> _Work task_: Could you please repeat all of the entries exactly as written?

> _Stored data entries_:
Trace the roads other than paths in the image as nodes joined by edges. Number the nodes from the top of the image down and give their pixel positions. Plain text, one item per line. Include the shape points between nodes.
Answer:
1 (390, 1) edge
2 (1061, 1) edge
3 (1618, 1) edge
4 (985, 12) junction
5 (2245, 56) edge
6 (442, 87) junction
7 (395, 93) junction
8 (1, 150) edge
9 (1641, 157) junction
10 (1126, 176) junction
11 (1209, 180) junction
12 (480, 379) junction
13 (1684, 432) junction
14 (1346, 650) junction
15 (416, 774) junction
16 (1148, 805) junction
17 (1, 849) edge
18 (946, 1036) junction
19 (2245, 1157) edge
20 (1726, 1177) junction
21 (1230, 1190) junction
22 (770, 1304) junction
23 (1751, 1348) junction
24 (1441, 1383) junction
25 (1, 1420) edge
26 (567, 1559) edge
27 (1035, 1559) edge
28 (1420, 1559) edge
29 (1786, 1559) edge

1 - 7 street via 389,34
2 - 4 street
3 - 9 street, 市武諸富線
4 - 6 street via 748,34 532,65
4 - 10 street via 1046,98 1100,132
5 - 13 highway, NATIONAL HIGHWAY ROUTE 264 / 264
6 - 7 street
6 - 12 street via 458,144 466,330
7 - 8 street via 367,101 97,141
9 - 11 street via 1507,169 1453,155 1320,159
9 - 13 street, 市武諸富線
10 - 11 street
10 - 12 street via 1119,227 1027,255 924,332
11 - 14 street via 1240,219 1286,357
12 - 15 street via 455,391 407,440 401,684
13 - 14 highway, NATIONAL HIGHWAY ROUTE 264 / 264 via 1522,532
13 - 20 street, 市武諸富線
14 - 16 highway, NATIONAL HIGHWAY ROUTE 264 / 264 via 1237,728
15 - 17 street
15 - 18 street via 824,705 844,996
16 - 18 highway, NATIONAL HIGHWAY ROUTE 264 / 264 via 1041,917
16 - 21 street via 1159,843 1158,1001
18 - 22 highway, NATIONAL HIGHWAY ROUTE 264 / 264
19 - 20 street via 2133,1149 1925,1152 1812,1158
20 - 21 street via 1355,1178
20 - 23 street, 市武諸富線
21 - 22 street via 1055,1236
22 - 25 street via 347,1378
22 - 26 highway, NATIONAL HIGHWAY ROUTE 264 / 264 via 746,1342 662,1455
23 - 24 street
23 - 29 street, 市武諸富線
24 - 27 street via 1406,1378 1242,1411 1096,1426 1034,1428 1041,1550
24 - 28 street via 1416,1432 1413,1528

> _The completed task_:
Trace the roads other than paths in the image as nodes joined by edges. Number the nodes from the top of the image down and give their pixel positions. Plain text, one item per line. Include the shape points between nodes.
Answer:
1 (390, 1) edge
2 (1061, 1) edge
3 (1618, 1) edge
4 (985, 12) junction
5 (2245, 56) edge
6 (442, 87) junction
7 (395, 93) junction
8 (1, 150) edge
9 (1641, 157) junction
10 (1126, 176) junction
11 (1209, 180) junction
12 (480, 379) junction
13 (1684, 432) junction
14 (1346, 650) junction
15 (416, 774) junction
16 (1148, 805) junction
17 (1, 849) edge
18 (946, 1036) junction
19 (2245, 1157) edge
20 (1726, 1177) junction
21 (1230, 1190) junction
22 (770, 1304) junction
23 (1751, 1348) junction
24 (1441, 1383) junction
25 (1, 1420) edge
26 (567, 1559) edge
27 (1035, 1559) edge
28 (1420, 1559) edge
29 (1786, 1559) edge

1 - 7 street via 389,34
2 - 4 street
3 - 9 street, 市武諸富線
4 - 6 street via 748,34 532,65
4 - 10 street via 1046,98 1100,132
5 - 13 highway, NATIONAL HIGHWAY ROUTE 264 / 264
6 - 7 street
6 - 12 street via 458,144 466,330
7 - 8 street via 367,101 97,141
9 - 11 street via 1507,169 1453,155 1320,159
9 - 13 street, 市武諸富線
10 - 11 street
10 - 12 street via 1119,227 1027,255 924,332
11 - 14 street via 1240,219 1286,357
12 - 15 street via 455,391 407,440 401,684
13 - 14 highway, NATIONAL HIGHWAY ROUTE 264 / 264 via 1522,532
13 - 20 street, 市武諸富線
14 - 16 highway, NATIONAL HIGHWAY ROUTE 264 / 264 via 1237,728
15 - 17 street
15 - 18 street via 824,705 844,996
16 - 18 highway, NATIONAL HIGHWAY ROUTE 264 / 264 via 1041,917
16 - 21 street via 1159,843 1158,1001
18 - 22 highway, NATIONAL HIGHWAY ROUTE 264 / 264
19 - 20 street via 2133,1149 1925,1152 1812,1158
20 - 21 street via 1355,1178
20 - 23 street, 市武諸富線
21 - 22 street via 1055,1236
22 - 25 street via 347,1378
22 - 26 highway, NATIONAL HIGHWAY ROUTE 264 / 264 via 746,1342 662,1455
23 - 24 street
23 - 29 street, 市武諸富線
24 - 27 street via 1406,1378 1242,1411 1096,1426 1034,1428 1041,1550
24 - 28 street via 1416,1432 1413,1528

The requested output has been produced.